# [Records shown]
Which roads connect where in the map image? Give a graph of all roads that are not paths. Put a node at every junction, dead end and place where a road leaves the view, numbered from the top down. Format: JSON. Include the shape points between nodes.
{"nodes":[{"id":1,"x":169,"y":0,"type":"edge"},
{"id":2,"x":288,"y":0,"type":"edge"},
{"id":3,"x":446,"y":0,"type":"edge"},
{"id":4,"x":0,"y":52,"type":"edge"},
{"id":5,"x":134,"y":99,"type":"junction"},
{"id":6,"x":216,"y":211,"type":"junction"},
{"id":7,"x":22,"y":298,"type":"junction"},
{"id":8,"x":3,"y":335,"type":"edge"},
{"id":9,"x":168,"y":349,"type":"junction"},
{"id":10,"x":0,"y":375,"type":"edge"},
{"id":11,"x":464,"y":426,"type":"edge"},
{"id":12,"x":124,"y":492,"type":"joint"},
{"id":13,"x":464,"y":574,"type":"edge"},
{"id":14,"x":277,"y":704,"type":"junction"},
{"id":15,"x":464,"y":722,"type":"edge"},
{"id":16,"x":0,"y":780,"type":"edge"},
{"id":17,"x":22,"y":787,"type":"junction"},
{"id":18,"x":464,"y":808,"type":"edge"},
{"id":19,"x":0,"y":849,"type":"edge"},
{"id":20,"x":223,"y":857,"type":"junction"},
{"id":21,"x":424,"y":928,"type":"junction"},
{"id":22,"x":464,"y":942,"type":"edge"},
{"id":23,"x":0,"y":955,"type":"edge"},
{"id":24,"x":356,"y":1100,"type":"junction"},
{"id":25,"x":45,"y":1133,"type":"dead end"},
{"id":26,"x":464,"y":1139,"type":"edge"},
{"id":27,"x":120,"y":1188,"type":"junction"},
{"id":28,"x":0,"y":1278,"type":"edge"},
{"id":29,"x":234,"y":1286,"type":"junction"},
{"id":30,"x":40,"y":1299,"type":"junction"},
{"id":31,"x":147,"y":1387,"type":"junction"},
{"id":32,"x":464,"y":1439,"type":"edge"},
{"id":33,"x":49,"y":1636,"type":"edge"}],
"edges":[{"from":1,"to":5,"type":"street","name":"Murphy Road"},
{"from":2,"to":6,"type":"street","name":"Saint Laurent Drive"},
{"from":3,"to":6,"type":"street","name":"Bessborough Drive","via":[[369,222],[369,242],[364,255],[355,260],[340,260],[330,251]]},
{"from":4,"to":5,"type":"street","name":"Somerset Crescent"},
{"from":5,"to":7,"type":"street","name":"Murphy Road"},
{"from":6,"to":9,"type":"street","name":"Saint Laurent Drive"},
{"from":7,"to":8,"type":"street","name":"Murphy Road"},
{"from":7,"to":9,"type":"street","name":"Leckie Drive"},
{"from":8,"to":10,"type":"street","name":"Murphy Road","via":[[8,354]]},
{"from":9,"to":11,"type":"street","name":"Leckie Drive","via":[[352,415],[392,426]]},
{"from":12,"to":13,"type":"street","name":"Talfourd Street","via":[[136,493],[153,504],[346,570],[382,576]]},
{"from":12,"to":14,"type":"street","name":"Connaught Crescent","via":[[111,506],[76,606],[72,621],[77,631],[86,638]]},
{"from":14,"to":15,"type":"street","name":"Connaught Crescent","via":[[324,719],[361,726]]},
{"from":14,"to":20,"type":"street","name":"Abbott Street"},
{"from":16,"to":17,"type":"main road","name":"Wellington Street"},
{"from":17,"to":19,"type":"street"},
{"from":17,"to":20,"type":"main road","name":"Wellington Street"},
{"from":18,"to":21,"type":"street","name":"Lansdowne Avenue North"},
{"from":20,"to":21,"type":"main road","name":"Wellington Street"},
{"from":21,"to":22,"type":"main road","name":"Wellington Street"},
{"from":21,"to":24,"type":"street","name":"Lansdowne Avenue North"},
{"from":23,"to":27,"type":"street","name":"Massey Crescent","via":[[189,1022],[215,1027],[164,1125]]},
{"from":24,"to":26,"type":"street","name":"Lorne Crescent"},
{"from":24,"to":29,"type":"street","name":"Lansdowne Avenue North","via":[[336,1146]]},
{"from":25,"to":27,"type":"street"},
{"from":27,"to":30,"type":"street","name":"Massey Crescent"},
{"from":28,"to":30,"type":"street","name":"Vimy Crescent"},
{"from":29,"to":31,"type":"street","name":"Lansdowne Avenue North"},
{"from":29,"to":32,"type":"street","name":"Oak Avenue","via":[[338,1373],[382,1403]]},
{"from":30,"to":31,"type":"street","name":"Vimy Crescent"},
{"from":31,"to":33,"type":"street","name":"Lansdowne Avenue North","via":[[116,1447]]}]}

# [Exercise aim]
If a line of the records above contains the word "Murphy", count it; then give the total and nothing more.

# [Answer box]
4